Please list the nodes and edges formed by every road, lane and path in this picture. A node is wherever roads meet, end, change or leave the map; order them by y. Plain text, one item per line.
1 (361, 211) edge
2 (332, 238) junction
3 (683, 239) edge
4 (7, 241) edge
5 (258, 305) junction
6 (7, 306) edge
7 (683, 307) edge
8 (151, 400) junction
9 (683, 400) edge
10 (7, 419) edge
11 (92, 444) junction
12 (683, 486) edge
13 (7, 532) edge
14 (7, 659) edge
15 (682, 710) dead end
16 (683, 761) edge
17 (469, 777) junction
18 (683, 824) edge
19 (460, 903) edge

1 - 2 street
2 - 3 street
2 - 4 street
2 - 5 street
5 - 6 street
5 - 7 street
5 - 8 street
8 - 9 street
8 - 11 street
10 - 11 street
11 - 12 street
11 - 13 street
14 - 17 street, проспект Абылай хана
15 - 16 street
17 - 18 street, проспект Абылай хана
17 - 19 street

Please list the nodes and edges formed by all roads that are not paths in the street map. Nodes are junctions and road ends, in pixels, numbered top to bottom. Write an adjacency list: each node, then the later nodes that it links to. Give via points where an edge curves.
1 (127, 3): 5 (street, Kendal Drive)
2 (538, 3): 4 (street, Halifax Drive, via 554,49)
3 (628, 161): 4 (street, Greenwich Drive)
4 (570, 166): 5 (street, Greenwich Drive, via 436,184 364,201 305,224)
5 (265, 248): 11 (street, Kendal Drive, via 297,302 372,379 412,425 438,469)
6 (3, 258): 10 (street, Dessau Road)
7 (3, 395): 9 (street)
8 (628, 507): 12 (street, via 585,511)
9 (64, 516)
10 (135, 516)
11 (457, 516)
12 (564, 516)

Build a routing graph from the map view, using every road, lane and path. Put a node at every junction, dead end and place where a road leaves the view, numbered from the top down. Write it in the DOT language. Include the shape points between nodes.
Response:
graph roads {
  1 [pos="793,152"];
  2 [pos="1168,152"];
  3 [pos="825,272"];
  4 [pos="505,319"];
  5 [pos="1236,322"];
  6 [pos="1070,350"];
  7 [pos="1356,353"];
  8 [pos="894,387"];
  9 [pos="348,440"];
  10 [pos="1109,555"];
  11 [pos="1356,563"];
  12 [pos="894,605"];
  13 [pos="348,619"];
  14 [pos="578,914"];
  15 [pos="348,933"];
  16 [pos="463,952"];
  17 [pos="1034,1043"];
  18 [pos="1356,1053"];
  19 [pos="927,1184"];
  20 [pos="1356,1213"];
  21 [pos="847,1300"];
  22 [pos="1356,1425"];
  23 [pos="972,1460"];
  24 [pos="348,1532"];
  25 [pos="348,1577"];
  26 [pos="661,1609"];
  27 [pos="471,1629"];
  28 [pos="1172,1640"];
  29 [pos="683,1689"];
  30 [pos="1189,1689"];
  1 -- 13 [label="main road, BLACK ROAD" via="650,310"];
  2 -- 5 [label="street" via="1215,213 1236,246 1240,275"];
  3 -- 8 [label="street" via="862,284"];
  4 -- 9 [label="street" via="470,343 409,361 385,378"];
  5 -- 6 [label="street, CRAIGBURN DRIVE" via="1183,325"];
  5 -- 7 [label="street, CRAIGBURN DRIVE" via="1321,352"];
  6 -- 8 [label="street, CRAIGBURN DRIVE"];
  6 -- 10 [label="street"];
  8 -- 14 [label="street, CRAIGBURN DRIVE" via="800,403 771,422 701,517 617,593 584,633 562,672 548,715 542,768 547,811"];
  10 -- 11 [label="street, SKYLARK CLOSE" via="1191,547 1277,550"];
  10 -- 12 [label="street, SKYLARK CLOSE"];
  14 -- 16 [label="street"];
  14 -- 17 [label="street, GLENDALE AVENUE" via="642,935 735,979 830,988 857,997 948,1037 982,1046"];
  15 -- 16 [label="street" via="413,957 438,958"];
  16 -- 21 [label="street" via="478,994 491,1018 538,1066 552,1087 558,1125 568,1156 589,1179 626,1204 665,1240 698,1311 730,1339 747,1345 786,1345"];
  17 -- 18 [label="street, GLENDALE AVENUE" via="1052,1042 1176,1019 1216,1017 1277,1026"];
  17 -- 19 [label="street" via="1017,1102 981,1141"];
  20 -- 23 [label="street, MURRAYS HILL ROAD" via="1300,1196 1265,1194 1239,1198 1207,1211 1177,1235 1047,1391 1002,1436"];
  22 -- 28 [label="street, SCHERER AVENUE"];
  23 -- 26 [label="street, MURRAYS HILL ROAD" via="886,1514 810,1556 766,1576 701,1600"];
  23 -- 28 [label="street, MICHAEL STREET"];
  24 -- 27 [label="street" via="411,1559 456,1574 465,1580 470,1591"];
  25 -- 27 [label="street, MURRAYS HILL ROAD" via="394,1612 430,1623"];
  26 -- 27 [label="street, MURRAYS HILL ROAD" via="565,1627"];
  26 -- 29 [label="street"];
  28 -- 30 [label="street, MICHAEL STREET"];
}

**EXERCISE PROMPT**
Please return the material above exactly as written.

**YOUR SOLUTION**
Please list the nodes and edges formed by every road, lane and path in this picture. A node is wherever roads meet, end, change or leave the map; order them by y. Plain text, one item per line.
1 (361, 211) edge
2 (332, 238) junction
3 (683, 239) edge
4 (7, 241) edge
5 (258, 305) junction
6 (7, 306) edge
7 (683, 307) edge
8 (151, 400) junction
9 (683, 400) edge
10 (7, 419) edge
11 (92, 444) junction
12 (683, 486) edge
13 (7, 532) edge
14 (7, 659) edge
15 (682, 710) dead end
16 (683, 761) edge
17 (469, 777) junction
18 (683, 824) edge
19 (460, 903) edge

1 - 2 street
2 - 3 street
2 - 4 street
2 - 5 street
5 - 6 street
5 - 7 street
5 - 8 street
8 - 9 street
8 - 11 street
10 - 11 street
11 - 12 street
11 - 13 street
14 - 17 street, проспект Абылай хана
15 - 16 street
17 - 18 street, проспект Абылай хана
17 - 19 street

Please list the nodes and edges formed by all roads that are not paths in the street map. Nodes are junctions and road ends, in pixels, numbered top to bottom. Write an adjacency list: each node, then the later nodes that it links to. Give via points where an edge curves.
1 (127, 3): 5 (street, Kendal Drive)
2 (538, 3): 4 (street, Halifax Drive, via 554,49)
3 (628, 161): 4 (street, Greenwich Drive)
4 (570, 166): 5 (street, Greenwich Drive, via 436,184 364,201 305,224)
5 (265, 248): 11 (street, Kendal Drive, via 297,302 372,379 412,425 438,469)
6 (3, 258): 10 (street, Dessau Road)
7 (3, 395): 9 (street)
8 (628, 507): 12 (street, via 585,511)
9 (64, 516)
10 (135, 516)
11 (457, 516)
12 (564, 516)

Build a routing graph from the map view, using every road, lane and path. Put a node at every junction, dead end and place where a road leaves the view, numbered from the top down. Write it in the DOT language. Include the shape points between nodes.
Response:
graph roads {
  1 [pos="793,152"];
  2 [pos="1168,152"];
  3 [pos="825,272"];
  4 [pos="505,319"];
  5 [pos="1236,322"];
  6 [pos="1070,350"];
  7 [pos="1356,353"];
  8 [pos="894,387"];
  9 [pos="348,440"];
  10 [pos="1109,555"];
  11 [pos="1356,563"];
  12 [pos="894,605"];
  13 [pos="348,619"];
  14 [pos="578,914"];
  15 [pos="348,933"];
  16 [pos="463,952"];
  17 [pos="1034,1043"];
  18 [pos="1356,1053"];
  19 [pos="927,1184"];
  20 [pos="1356,1213"];
  21 [pos="847,1300"];
  22 [pos="1356,1425"];
  23 [pos="972,1460"];
  24 [pos="348,1532"];
  25 [pos="348,1577"];
  26 [pos="661,1609"];
  27 [pos="471,1629"];
  28 [pos="1172,1640"];
  29 [pos="683,1689"];
  30 [pos="1189,1689"];
  1 -- 13 [label="main road, BLACK ROAD" via="650,310"];
  2 -- 5 [label="street" via="1215,213 1236,246 1240,275"];
  3 -- 8 [label="street" via="862,284"];
  4 -- 9 [label="street" via="470,343 409,361 385,378"];
  5 -- 6 [label="street, CRAIGBURN DRIVE" via="1183,325"];
  5 -- 7 [label="street, CRAIGBURN DRIVE" via="1321,352"];
  6 -- 8 [label="street, CRAIGBURN DRIVE"];
  6 -- 10 [label="street"];
  8 -- 14 [label="street, CRAIGBURN DRIVE" via="800,403 771,422 701,517 617,593 584,633 562,672 548,715 542,768 547,811"];
  10 -- 11 [label="street, SKYLARK CLOSE" via="1191,547 1277,550"];
  10 -- 12 [label="street, SKYLARK CLOSE"];
  14 -- 16 [label="street"];
  14 -- 17 [label="street, GLENDALE AVENUE" via="642,935 735,979 830,988 857,997 948,1037 982,1046"];
  15 -- 16 [label="street" via="413,957 438,958"];
  16 -- 21 [label="street" via="478,994 491,1018 538,1066 552,1087 558,1125 568,1156 589,1179 626,1204 665,1240 698,1311 730,1339 747,1345 786,1345"];
  17 -- 18 [label="street, GLENDALE AVENUE" via="1052,1042 1176,1019 1216,1017 1277,1026"];
  17 -- 19 [label="street" via="1017,1102 981,1141"];
  20 -- 23 [label="street, MURRAYS HILL ROAD" via="1300,1196 1265,1194 1239,1198 1207,1211 1177,1235 1047,1391 1002,1436"];
  22 -- 28 [label="street, SCHERER AVENUE"];
  23 -- 26 [label="street, MURRAYS HILL ROAD" via="886,1514 810,1556 766,1576 701,1600"];
  23 -- 28 [label="street, MICHAEL STREET"];
  24 -- 27 [label="street" via="411,1559 456,1574 465,1580 470,1591"];
  25 -- 27 [label="street, MURRAYS HILL ROAD" via="394,1612 430,1623"];
  26 -- 27 [label="street, MURRAYS HILL ROAD" via="565,1627"];
  26 -- 29 [label="street"];
  28 -- 30 [label="street, MICHAEL STREET"];
}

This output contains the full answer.